司牧将身上的银白色大氅解开, 递给随行而来的胭脂, 一身清爽利落的翠青色棉衣, 抬脚要往殿内走。
赭石上前试图阻拦,“殿下。”
司牧侧眸看他,赭石心头一沉,头颅不受控制地低下,不敢跟他对视。
“赭石,退下。”司芸开口,语气轻松,“我们姐弟二人喝茶说话,不用你伺候。”
赭石这才躬身往后退了两步,“是。”
殿内点着炭盆,只是热气不够。
司牧进来后,往书案旁边的炭盆里加了几块炭,顺势坐在旁边的矮凳上,修长骨感的两只手伸到盆上方取暖,“让皇姐见笑了,我向来畏寒,如今还未寒冬,便已经手脚冰凉。”
炭盆里,新炭盖着旧炭,下面的文火没办法瞬间烧上来,只能从炭块缝隙中窥见那么一丝橙红色的火光。
好在炭是好炭,没有烟气。
“倒是我这个当姐姐的疏忽了,”司芸将书放下,“你既然身子不好,晚上就应该早睡,茶能不喝便不喝,伤胃。”
她话虽这么说,但手上却是为司牧斟了杯茶,放在书案边靠近司牧的位置。
司牧捧着茶盏,笑,“谢皇姐。”
两人相处,倒是比在门口时融洽几分。
“你看看,我们还是可以跟寻常姐弟一样,不是吗?”司芸坐回书案后面,丝毫没有跟司牧一起烤火的打算。
她身体好,不畏寒,所以殿内的炭盆很多时候就是个摆设,只有冰天雪地的寒冬,她才需要在殿内四角点上炭盆。

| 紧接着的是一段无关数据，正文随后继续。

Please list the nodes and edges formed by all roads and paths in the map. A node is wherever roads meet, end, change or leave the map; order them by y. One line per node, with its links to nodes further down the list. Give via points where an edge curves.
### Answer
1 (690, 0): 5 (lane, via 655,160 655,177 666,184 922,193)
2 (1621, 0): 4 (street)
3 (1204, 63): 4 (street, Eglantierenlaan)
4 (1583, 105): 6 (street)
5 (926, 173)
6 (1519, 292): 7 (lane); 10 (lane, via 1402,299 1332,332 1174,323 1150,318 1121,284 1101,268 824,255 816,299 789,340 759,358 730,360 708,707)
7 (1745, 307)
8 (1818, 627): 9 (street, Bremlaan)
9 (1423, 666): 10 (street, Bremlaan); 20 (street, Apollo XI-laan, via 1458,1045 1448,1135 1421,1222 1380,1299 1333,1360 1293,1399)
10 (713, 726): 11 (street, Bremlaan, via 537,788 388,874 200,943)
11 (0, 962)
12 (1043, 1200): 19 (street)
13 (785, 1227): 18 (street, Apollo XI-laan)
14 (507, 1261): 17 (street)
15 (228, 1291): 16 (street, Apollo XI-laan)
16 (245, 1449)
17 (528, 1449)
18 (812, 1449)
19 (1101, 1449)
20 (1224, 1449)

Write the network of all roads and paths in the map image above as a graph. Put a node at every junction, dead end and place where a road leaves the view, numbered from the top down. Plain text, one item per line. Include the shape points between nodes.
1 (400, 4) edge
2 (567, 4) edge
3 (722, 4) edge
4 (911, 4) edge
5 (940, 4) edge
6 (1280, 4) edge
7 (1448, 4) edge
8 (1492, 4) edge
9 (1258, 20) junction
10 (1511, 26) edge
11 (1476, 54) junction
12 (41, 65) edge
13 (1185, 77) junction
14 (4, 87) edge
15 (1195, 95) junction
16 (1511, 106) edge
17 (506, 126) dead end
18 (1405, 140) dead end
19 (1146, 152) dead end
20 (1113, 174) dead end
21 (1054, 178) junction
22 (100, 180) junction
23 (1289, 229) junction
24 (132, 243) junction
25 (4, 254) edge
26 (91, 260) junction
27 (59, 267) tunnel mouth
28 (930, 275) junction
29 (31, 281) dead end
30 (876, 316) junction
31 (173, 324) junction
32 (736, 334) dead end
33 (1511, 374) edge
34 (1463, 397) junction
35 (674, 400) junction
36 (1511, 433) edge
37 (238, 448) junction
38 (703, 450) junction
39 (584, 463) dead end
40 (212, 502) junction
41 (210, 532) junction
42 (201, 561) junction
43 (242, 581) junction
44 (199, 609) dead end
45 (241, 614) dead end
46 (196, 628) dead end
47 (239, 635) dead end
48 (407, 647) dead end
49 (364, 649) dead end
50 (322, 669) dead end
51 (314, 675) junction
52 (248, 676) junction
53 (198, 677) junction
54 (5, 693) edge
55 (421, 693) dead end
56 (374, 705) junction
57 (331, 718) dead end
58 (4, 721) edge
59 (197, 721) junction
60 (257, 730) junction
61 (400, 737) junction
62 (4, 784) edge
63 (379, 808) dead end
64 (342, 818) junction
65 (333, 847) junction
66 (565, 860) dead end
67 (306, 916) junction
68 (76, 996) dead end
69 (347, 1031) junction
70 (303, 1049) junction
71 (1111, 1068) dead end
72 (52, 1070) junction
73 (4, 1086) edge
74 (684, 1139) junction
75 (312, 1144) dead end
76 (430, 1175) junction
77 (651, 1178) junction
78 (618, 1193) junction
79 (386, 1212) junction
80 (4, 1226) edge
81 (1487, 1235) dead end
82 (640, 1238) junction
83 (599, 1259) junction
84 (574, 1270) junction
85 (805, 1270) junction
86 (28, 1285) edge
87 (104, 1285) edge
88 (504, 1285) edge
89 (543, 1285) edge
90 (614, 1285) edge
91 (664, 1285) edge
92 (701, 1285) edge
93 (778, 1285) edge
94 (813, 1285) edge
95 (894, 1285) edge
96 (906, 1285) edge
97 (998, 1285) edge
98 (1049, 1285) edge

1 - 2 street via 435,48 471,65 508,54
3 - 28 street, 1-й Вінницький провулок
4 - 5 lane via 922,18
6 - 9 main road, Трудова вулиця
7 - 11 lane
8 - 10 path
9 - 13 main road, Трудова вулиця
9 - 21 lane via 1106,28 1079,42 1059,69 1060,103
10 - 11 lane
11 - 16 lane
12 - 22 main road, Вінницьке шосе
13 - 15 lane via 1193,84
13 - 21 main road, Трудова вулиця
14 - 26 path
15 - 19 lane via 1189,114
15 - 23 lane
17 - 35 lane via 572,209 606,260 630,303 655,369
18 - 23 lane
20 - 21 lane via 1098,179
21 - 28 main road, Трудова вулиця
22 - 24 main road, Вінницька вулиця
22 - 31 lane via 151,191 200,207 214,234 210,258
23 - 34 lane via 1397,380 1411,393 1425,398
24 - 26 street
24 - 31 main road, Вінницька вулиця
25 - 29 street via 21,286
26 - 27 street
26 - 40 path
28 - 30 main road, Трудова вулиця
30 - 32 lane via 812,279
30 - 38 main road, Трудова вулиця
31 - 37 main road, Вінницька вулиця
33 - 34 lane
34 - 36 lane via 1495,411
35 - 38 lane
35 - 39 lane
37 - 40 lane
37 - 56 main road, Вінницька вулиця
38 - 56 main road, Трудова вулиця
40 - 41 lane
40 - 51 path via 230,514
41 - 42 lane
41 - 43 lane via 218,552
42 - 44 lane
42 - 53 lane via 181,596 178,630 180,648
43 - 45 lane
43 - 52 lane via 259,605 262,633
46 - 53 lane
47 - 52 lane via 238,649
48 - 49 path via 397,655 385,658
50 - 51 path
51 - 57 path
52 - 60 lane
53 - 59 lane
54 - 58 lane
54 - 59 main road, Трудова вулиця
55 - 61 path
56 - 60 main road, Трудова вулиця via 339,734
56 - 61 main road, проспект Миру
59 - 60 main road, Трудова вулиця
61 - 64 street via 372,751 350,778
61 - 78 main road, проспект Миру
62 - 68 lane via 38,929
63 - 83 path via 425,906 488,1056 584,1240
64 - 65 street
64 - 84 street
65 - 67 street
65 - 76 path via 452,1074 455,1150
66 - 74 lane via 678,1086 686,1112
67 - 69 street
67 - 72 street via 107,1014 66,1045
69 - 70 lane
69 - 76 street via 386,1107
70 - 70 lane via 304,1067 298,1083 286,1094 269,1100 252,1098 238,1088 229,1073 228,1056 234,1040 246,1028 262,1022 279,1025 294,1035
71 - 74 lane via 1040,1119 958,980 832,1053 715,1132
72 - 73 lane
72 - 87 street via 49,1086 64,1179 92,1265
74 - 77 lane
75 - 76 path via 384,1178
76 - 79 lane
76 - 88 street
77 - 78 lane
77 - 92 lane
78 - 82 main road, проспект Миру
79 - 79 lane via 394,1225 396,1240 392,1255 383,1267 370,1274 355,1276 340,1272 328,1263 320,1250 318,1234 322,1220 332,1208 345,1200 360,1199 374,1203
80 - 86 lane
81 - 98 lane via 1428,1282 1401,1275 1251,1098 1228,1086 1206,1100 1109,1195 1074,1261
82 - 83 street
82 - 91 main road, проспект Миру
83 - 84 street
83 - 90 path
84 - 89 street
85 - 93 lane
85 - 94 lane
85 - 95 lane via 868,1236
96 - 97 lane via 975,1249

司牧眼睫落下,安安静静捧着茶盏,视线凝集在面前的这盆炭里,看细火舔舐炭块四角。
“阿牧,你为何非要干政呢?你若是不干政,我们姐弟关系该是多好。”
司芸看向书案前方的弟弟,他坐在矮凳上,身板单薄清瘦,看起来小小一个,让人不忍心对着乖巧柔弱的他说半分重话。
可就是这么个手无缚鸡之力看起来纯良无害的小公子,手里握着掌控全大司的兵符。如今他那双手,正在慢慢渗透朝堂,意图将大司完全变成他的囊中之物。
司芸想,但凡他乖一点,听话一点,两人也不会走到今天这一步,姐弟不是姐弟,反而更像是仇人。
“我若是当初不干政,阿姐会如何待我呢?”司牧歪头看司芸,漂亮的凤眼微微弯起,笑着问,“会为我寻一门好的亲事吗?”
“那是自然,你若是没这般任性妄为,”司芸道:“何至于嫁给谭家庶女。”
她说,“我定为你寻到这世上最好的女人,将你风风光光的嫁出去。”
司芸说这话的时候,不知道她自己信了几分。
一分吧?或许只有半分。
“骗子,”司牧眼睛依旧是笑的,缓慢收回目光,轻声嘟囔,“你撒谎。”
“我要是不干政,你便会把我困在皇宫中,”司牧想了想,“能理解,对付猛兽,哪怕没了尖锐的牙齿,也不可能把他放出去。”
“最好的做法,自然是要折断他的四肢,让他永远囚在你视线下的牢笼中,如此方能安心。”
他看着炭盆,看里面慢慢升起的火焰,“是吗,皇姐,我说的对不对?”
司芸垂眸笑,手指搭在椅子扶手上,“阿牧,你怎么能这么想我?”
不是司牧这么想,而是前世她便是这么做的。